Привыкали, правда, к «другой речи» быстро. «Разговор везде разный: один приход и то наречье разное — где-то одно так зовут, в другой деревне — по-другому. Где ведь живешь — по народу так и говоришь, привыкаешь» (Т. И. К-ва, 1916). Порой какая-то одна отличительная особенность накладывала свой отпечаток на весь строй речи данной местности. Так, в округе деревни Малышонки Оричевского района было мягкое окончание многих слов на «чи»: колодечь, ножничи, пресничя и т. п. Где-то (к югу от Кукарки) смягчали последний слог (Колькя), в другом месте цокали. Замечу, что все перечисленные особенности речи были в местностях, близких друг к другу.
Одни и те же вещи, предметы назывались в соседних деревнях совершенно по-разному. Кто сегодня скажет, что запон это фартук, лопоть — белье, черепня — бадья… Несколько сот русских названий одного предмета умерли, оставив два-три его потомка. Значит, и мы стали беднее.

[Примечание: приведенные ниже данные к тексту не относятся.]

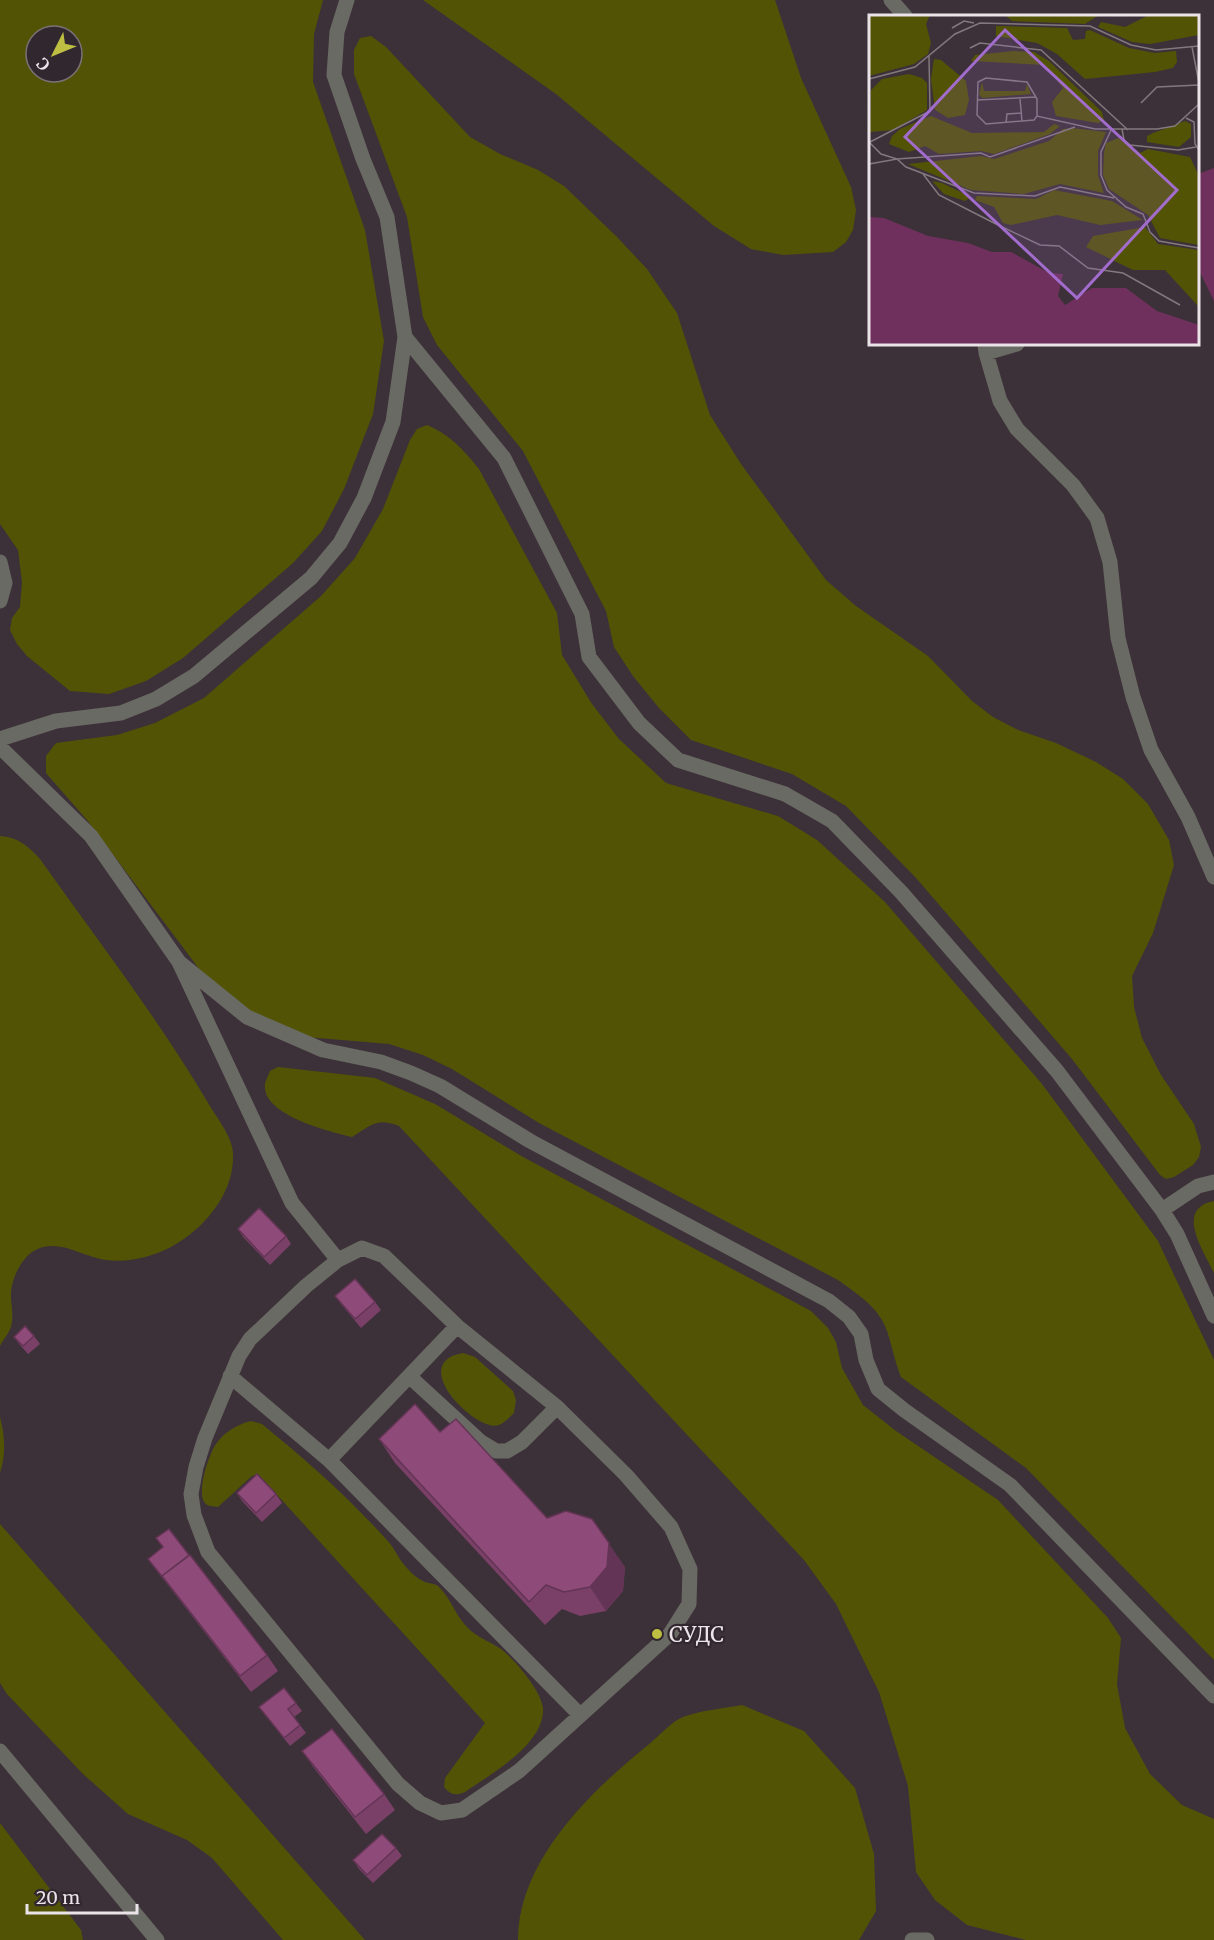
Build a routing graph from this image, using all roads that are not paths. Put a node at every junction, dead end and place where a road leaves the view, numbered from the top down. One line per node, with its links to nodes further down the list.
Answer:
1 (347, 0): 4 (lane)
2 (891, 0): 3 (lane)
3 (904, 15)
4 (405, 337): 9 (lane); 14 (lane)
5 (1009, 345): 6 (lane)
6 (986, 348): 11 (lane)
7 (0, 562): 8 (lane)
8 (0, 601)
9 (0, 739)
10 (0, 747): 12 (lane)
11 (1214, 877)
12 (179, 962): 15 (lane); 22 (lane)
13 (1214, 1182): 14 (lane)
14 (1162, 1210): 16 (lane)
15 (338, 1260): 17 (lane); 18 (lane)
16 (1214, 1316)
17 (457, 1326): 19 (lane); 20 (lane)
18 (230, 1376): 21 (lane); 23 (lane)
19 (409, 1376): 20 (lane); 21 (lane)
20 (557, 1407): 23 (lane)
21 (329, 1460): 23 (lane)
22 (1214, 1696)
23 (579, 1714)
24 (0, 1751): 25 (lane)
25 (157, 1940)
26 (912, 1940): 27 (lane)
27 (927, 1940)

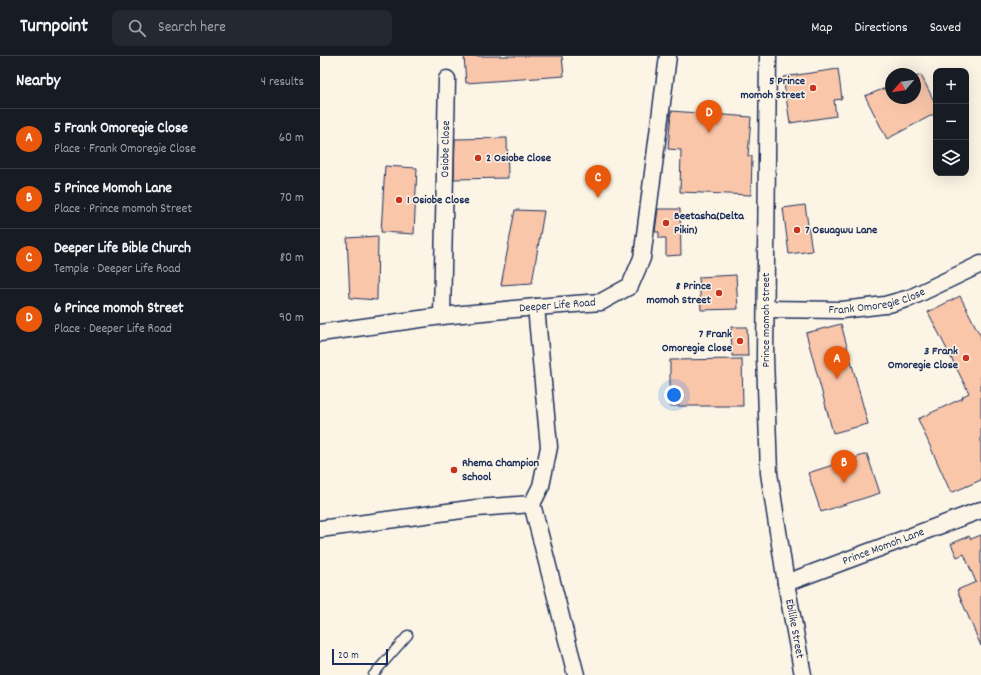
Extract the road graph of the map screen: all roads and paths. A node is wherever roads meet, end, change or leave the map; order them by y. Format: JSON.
{"nodes":[{"id":1,"x":668,"y":56,"type":"edge"},
{"id":2,"x":768,"y":56,"type":"edge"},
{"id":3,"x":447,"y":79,"type":"dead end"},
{"id":4,"x":981,"y":264,"type":"edge"},
{"id":5,"x":536,"y":307,"type":"junction"},
{"id":6,"x":766,"y":309,"type":"junction"},
{"id":7,"x":442,"y":316,"type":"junction"},
{"id":8,"x":320,"y":333,"type":"edge"},
{"id":9,"x":532,"y":504,"type":"junction"},
{"id":10,"x":981,"y":510,"type":"edge"},
{"id":11,"x":320,"y":529,"type":"edge"},
{"id":12,"x":786,"y":583,"type":"junction"},
{"id":13,"x":408,"y":636,"type":"dead end"},
{"id":14,"x":373,"y":675,"type":"edge"},
{"id":15,"x":576,"y":675,"type":"edge"},
{"id":16,"x":803,"y":675,"type":"edge"}],
"edges":[{"from":1,"to":5,"type":"street","name":"Deeper Life Road"},
{"from":2,"to":6,"type":"street","name":"Prince momoh Street"},
{"from":3,"to":7,"type":"street","name":"Osiobe Close"},
{"from":4,"to":6,"type":"street","name":"Frank Omoregie Close"},
{"from":5,"to":7,"type":"street","name":"Deeper Life Road"},
{"from":5,"to":9,"type":"street"},
{"from":6,"to":12,"type":"street","name":"Prince momoh Street"},
{"from":7,"to":8,"type":"street","name":"Deeper Life Road"},
{"from":9,"to":11,"type":"street"},
{"from":9,"to":15,"type":"street"},
{"from":10,"to":12,"type":"street","name":"Prince Momoh Lane"},
{"from":12,"to":16,"type":"street","name":"Ebilike Street"},
{"from":13,"to":14,"type":"lane"}]}
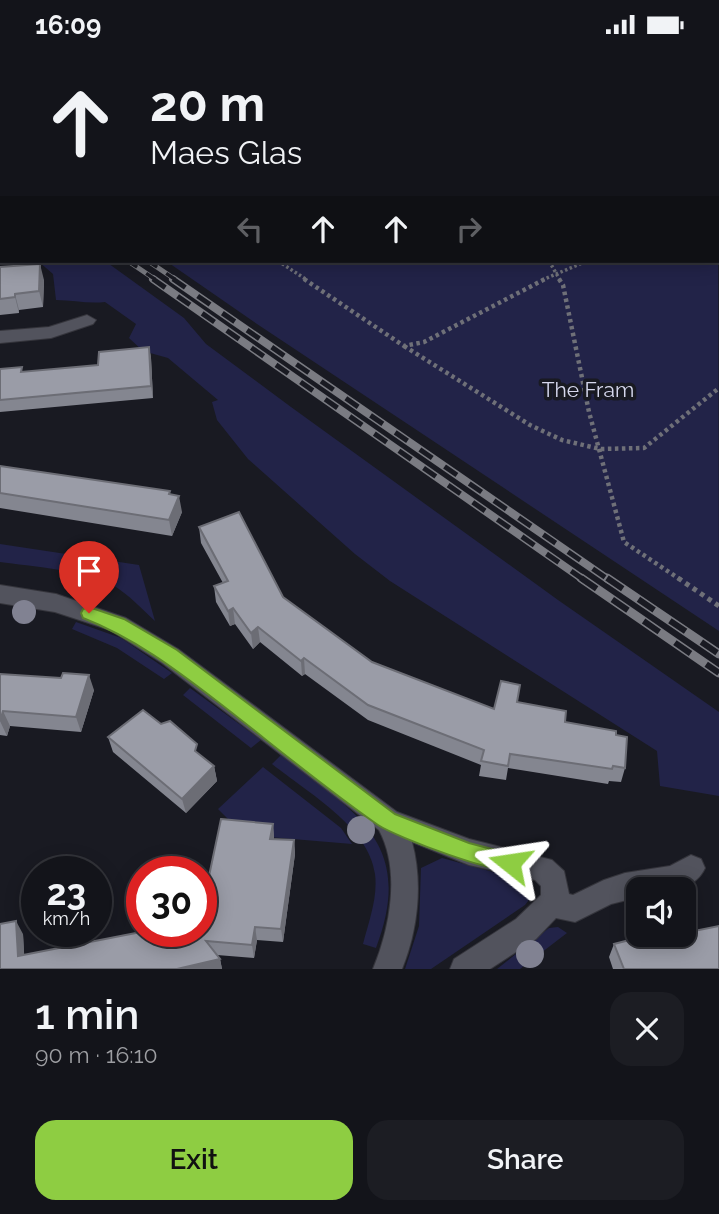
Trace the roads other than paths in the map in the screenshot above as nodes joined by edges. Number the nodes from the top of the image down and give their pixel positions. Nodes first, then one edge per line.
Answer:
1 (87, 320) dead end
2 (0, 337) edge
3 (0, 594) edge
4 (388, 821) junction
5 (691, 869) dead end
6 (551, 904) junction
7 (387, 969) edge
8 (464, 969) edge

1 - 2 street
3 - 4 street
4 - 6 street
4 - 7 street
5 - 6 street
6 - 8 street

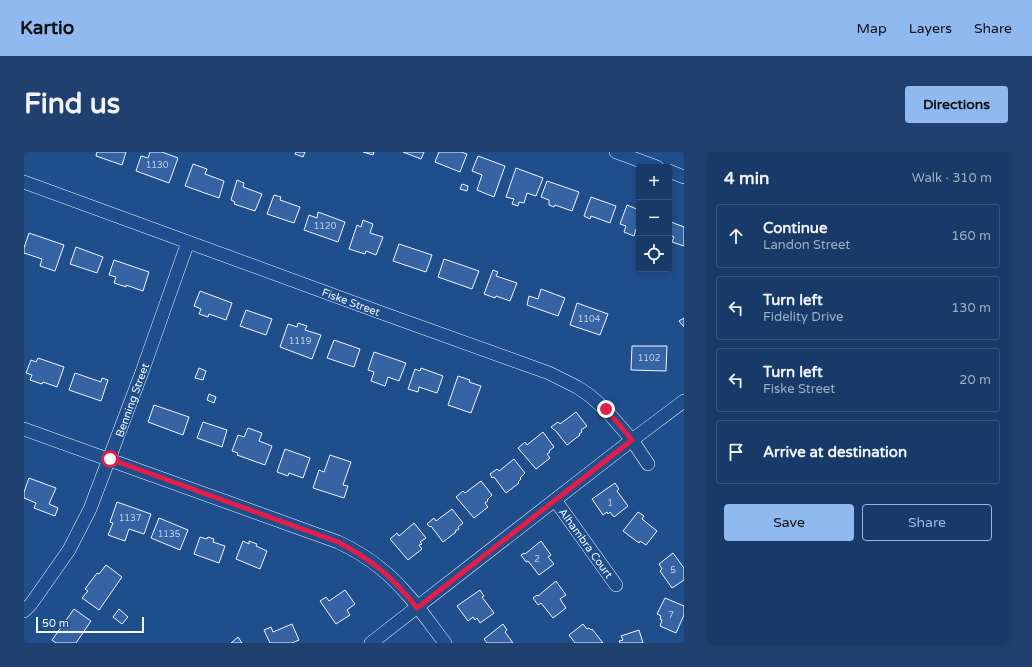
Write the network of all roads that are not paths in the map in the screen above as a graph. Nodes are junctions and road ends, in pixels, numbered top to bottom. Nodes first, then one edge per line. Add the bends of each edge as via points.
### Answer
1 (616, 152) edge
2 (650, 164) edge
3 (672, 172) edge
4 (684, 177) edge
5 (24, 182) edge
6 (188, 242) junction
7 (684, 401) edge
8 (24, 429) edge
9 (632, 440) junction
10 (110, 459) junction
11 (648, 464) dead end
12 (555, 500) junction
13 (616, 585) dead end
14 (417, 608) junction
15 (24, 611) edge
16 (371, 643) edge
17 (445, 643) edge

1 - 2 street
3 - 4 street
5 - 6 street, Fiske Street
6 - 9 street, Fiske Street via 549,373 577,386 589,395 606,409
6 - 10 street, Benning Street
7 - 9 street
8 - 10 street
9 - 11 street, Fiske Street
9 - 12 street
10 - 14 street via 338,542 381,568
10 - 15 street, Benning Street via 90,509 69,550
12 - 13 street, Alhambra Court
12 - 14 street
14 - 16 street
14 - 17 street

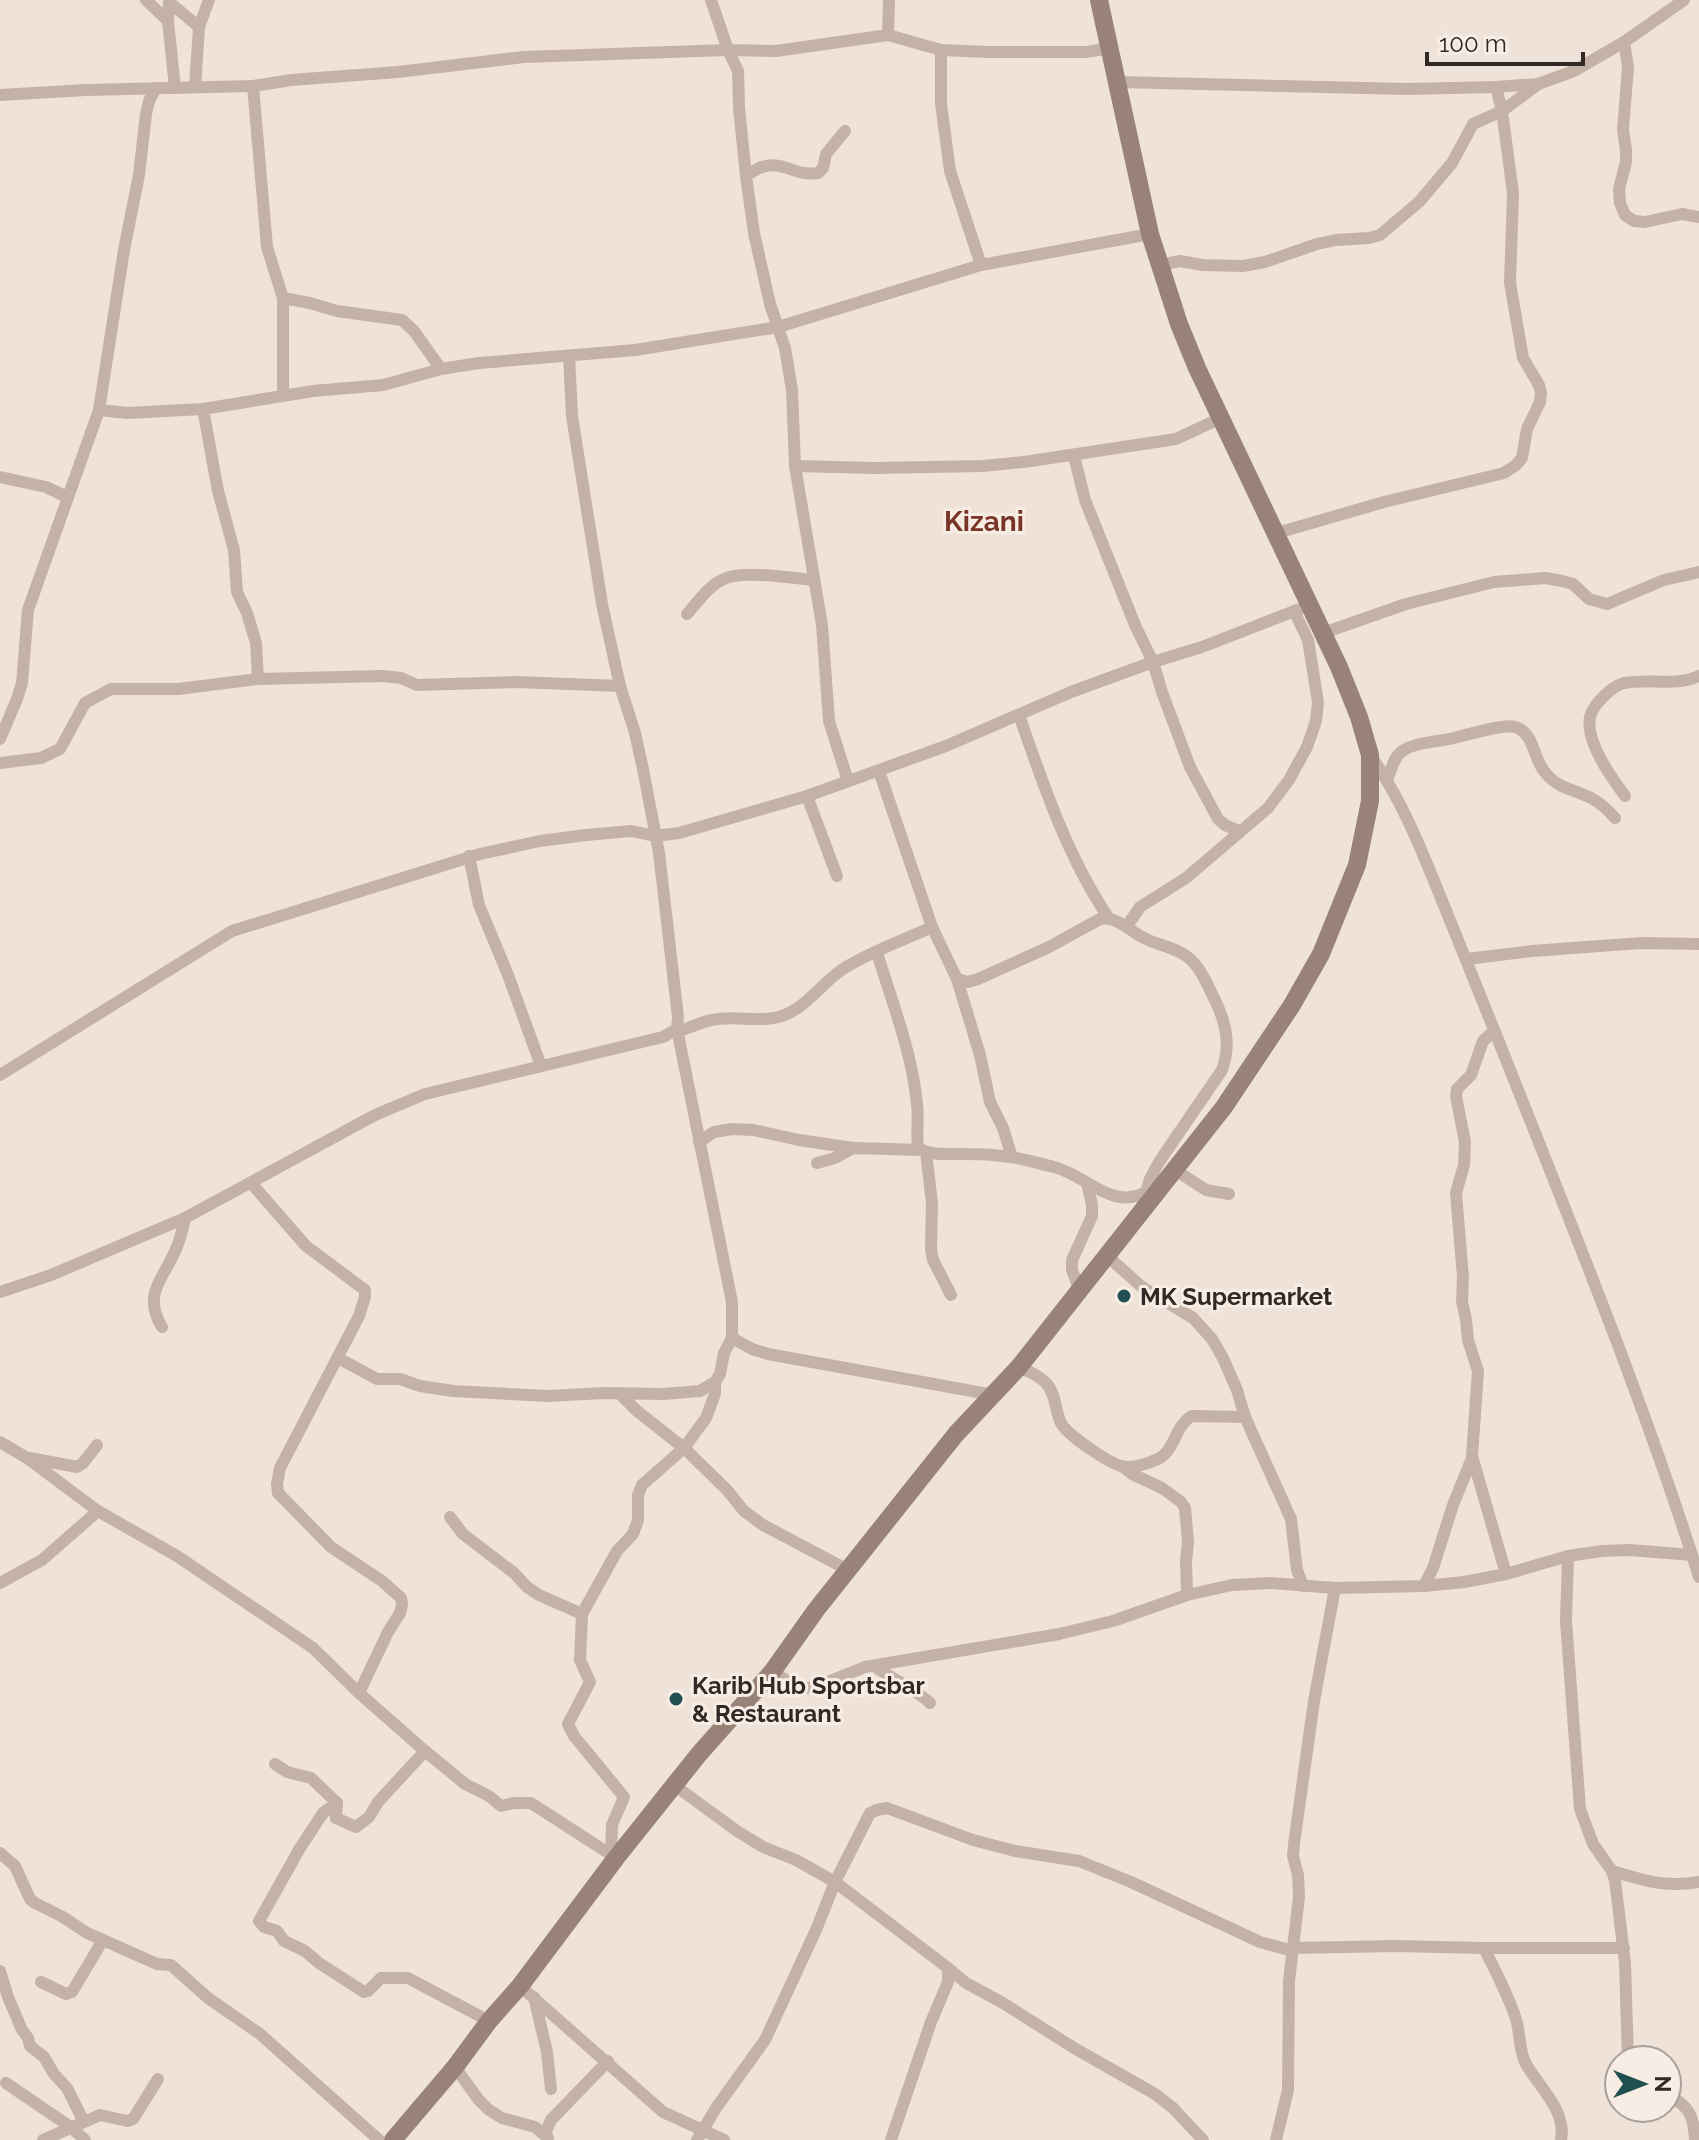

Вспоминает И. В. О-ва (1917): «Раньше слова говорили иначе. Однажды поехали в Полом с товаром. Есть захотели дорогой. Одна женщина и говорит: “Доставай ярошник”, другая — “мусник”, а третья — “буханку”. А я не могла понять, что они так называют хлеб. Раньше не было ни радио, ни телевизора и поэтому во всех волостях был свой акцент языка. У нас было много приходов, но люди встречались из разных волостей редко, и потому в каждой волости были свои слова. Раньше жизнь была оседлой».
Жизнь не просто была оседлой, она была колоссально устойчивой, чрезвычайно замкнутой. Порой в разговоре свой мог понять только своего. Огромное количество слов просто умерло. Например: «лонись» — в прошлом году; «давеча» — вчера; «симпот» — ухажер; «супостатка» — девушка, которая хочет отбить парня у другой девушки; «юхонка» — бочка и многое другое. Язык, кстати, не был неподвижен в любой деревне; он жил, а значит, менялся.
Масса ушедших слов связана с утраченными занятиями, отошедшей в прошлое утварью, обстановкой крестьянского дома. Возьмем для примера любого пимоката. Ольга Егоровна Помелова (1909) помнит еще, чем работал ее отец: «Тятя у нас валенки катал, так у него много всяких инструментов было. Биток — им шерсть били. Лучок — это такая палка, а на ней струна из овечьей кишки, держалась на кобылках. Волошце — это большое холщовое полотно без единого шва, на него раскидывают шерсть. И начинают катать валенки. Катают бурчиком».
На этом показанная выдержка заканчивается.